The National Telecommunications Commission (NTC; ) is an attached agency of the Department of Information and Communications Technology responsible for the supervision, adjudication and control over all telecommunications services and television and radio networks throughout the Philippines.

History
The National Telecommunications Commission (NTC) was created under Executive Order No. 546 promulgated on July 23, 1979, and conferred with regulatory and quasi-judicial functions taken over from the Board of Communications and the Telecommunications Control Bureau, which were abolished in the same Order.

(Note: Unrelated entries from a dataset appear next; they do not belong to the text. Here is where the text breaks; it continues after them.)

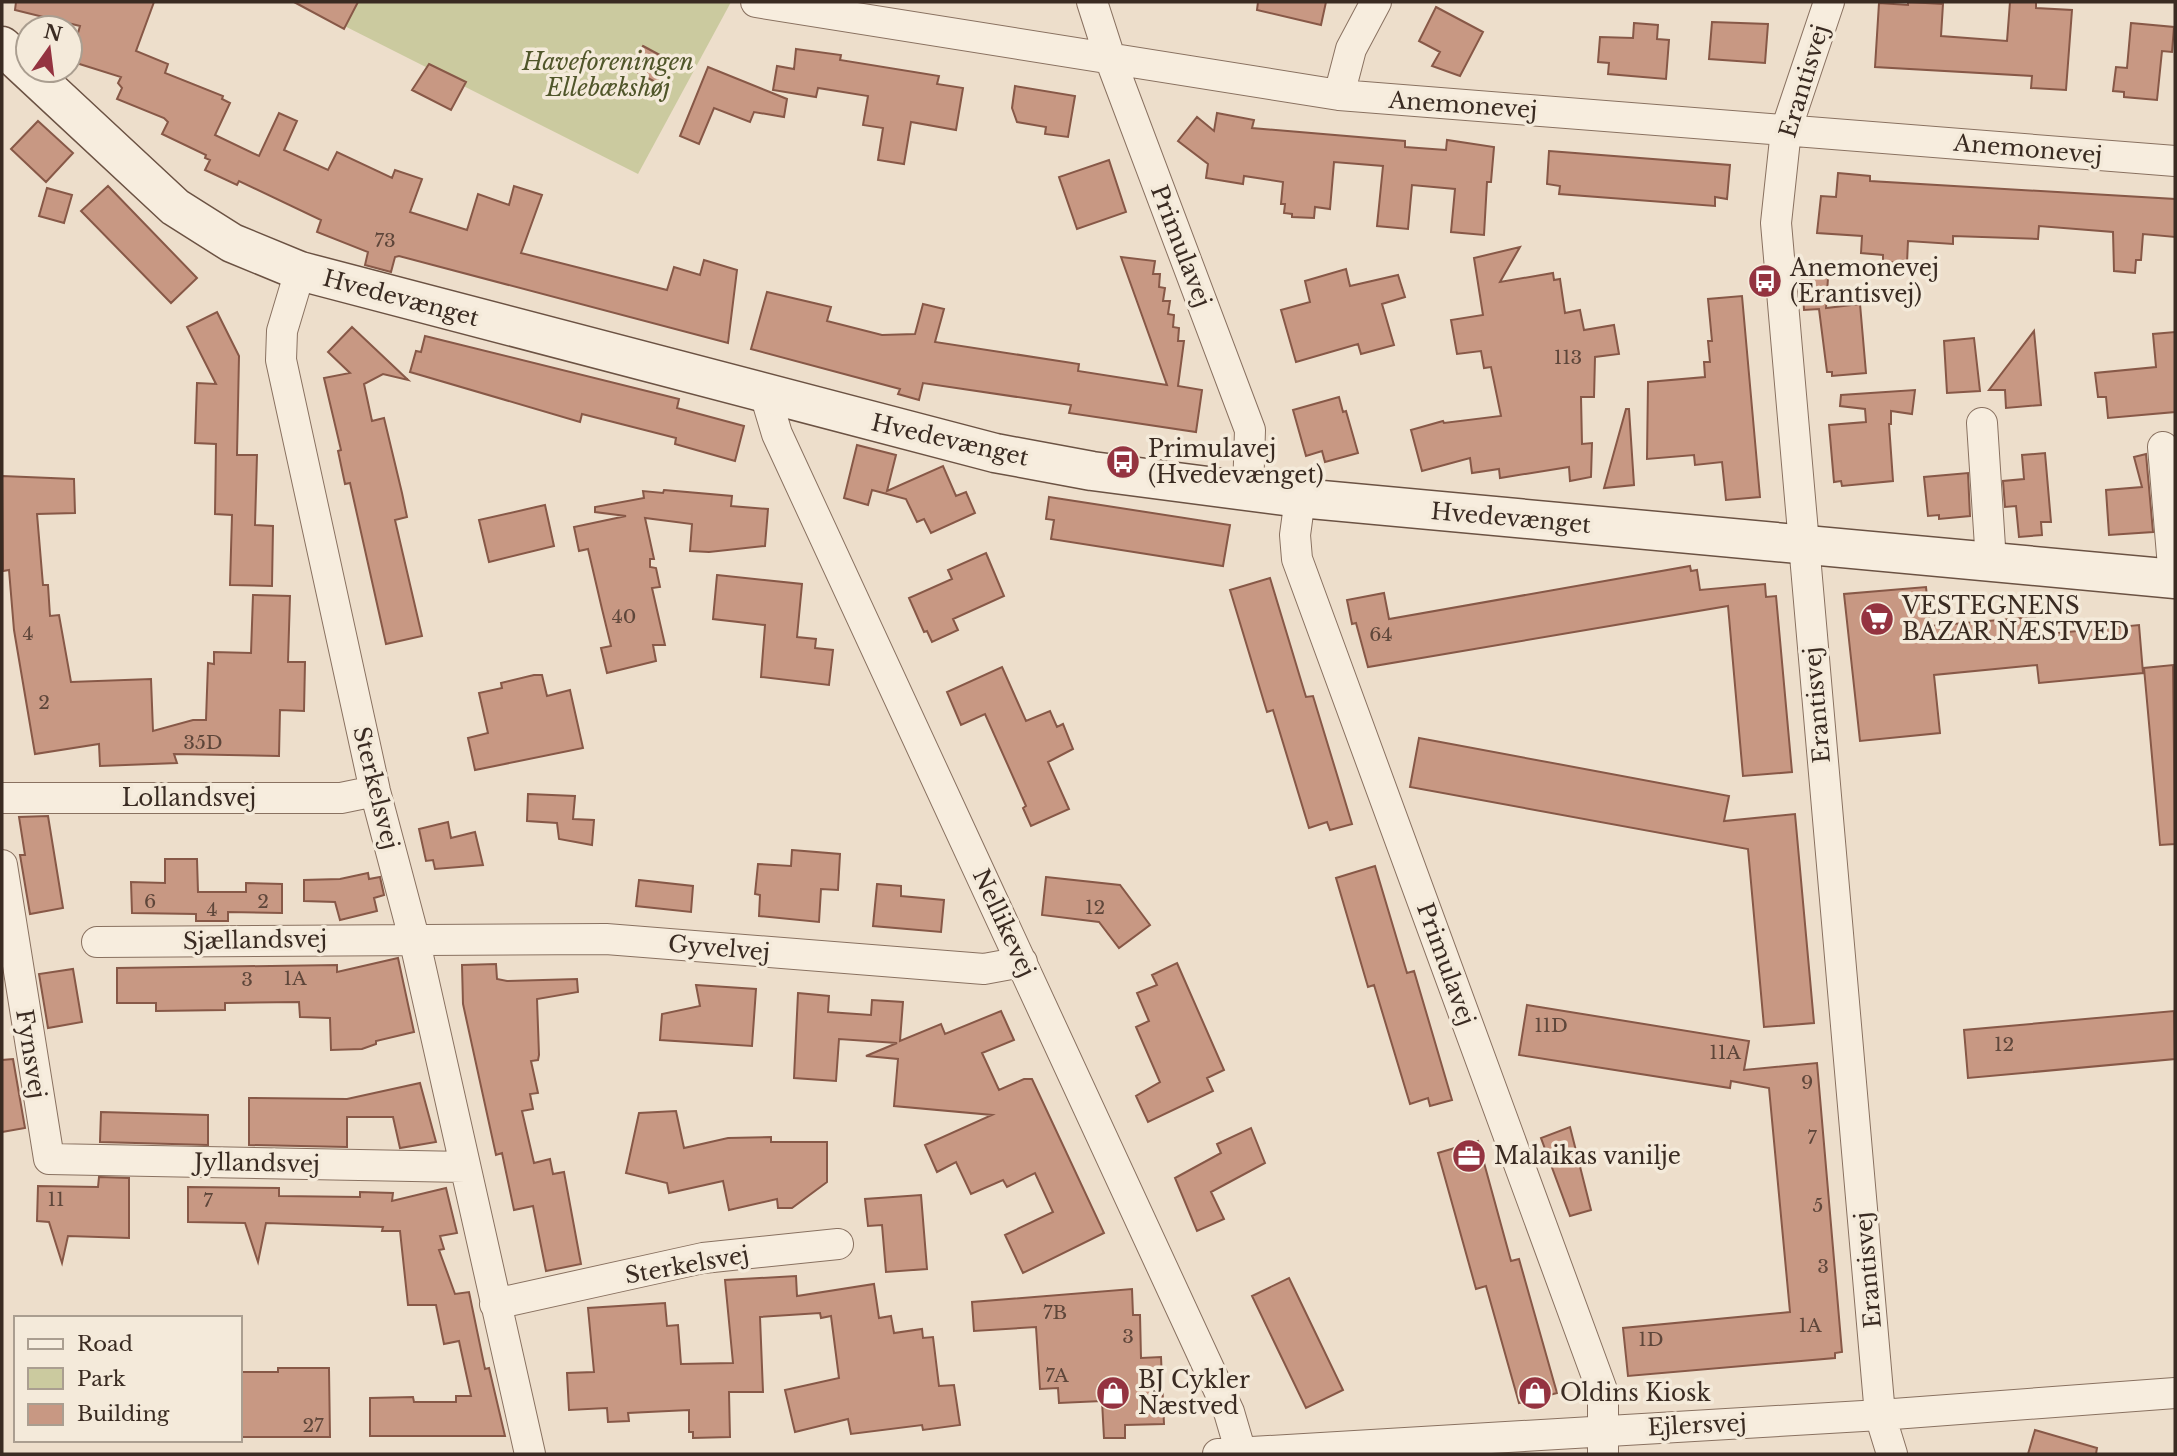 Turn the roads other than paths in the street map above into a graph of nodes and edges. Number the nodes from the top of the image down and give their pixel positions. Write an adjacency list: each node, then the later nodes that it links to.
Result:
1 (756, 2): 6 (street, Anemonevej)
2 (1092, 2): 6 (street, Primulavej)
3 (1376, 2): 7 (street)
4 (1829, 2): 8 (street, Erantisvej)
5 (2, 46): 10 (street, Hvedevænget)
6 (1111, 61): 7 (street, Anemonevej); 14 (street, Primulavej)
7 (1339, 95): 8 (street, Anemonevej)
8 (1786, 130): 9 (street, Anemonevej); 16 (street, Erantisvej)
9 (2175, 161)
10 (300, 271): 11 (street, Hvedevænget); 19 (street, Sterkelsvej)
11 (765, 394): 14 (street, Hvedevænget); 24 (street, Nellikevej)
12 (1982, 422): 17 (street)
13 (2163, 447): 18 (street, Hvedevænget)
14 (1248, 492): 15 (street, Hvedevænget)
15 (1300, 498): 16 (street, Hvedevænget); 31 (street, Primulavej)
16 (1803, 545): 17 (street, Hvedevænget); 30 (street, Erantisvej)
17 (1991, 562): 18 (street, Hvedevænget)
18 (2175, 579)
19 (375, 791): 20 (street, Lollandsvej); 22 (street, Sterkelsvej)
20 (2, 798)
21 (2, 866): 25 (street, Fynsvej)
22 (414, 938): 23 (street, Sjællandsvej); 24 (street, Gyvelvej); 26 (street, Sterkelsvej)
23 (97, 942)
24 (1022, 962): 33 (street, Nellikevej)
25 (49, 1159): 26 (street, Jyllandsvej)
26 (466, 1167): 28 (street, Sterkelsvej)
27 (838, 1244): 28 (street, Sterkelsvej)
28 (495, 1304): 32 (street, Sterkelsvej)
29 (2175, 1393): 30 (street, Ejlersvej)
30 (1880, 1415): 31 (street, Ejlersvej); 34 (street, Erantisvej)
31 (1604, 1442): 33 (street, Ejlersvej)
32 (530, 1454)
33 (1230, 1454)
34 (1892, 1454)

Primarily, the NTC is the sole body that exercises jurisdiction over the supervision, adjudication and control over all telecommunications services and television networks throughout the country. For the effective enforcement of this responsibility, it adopts and promotes guidelines, rules, and regulations on the establishment, operation, and maintenance of various telecommunications facilities and services nationwide.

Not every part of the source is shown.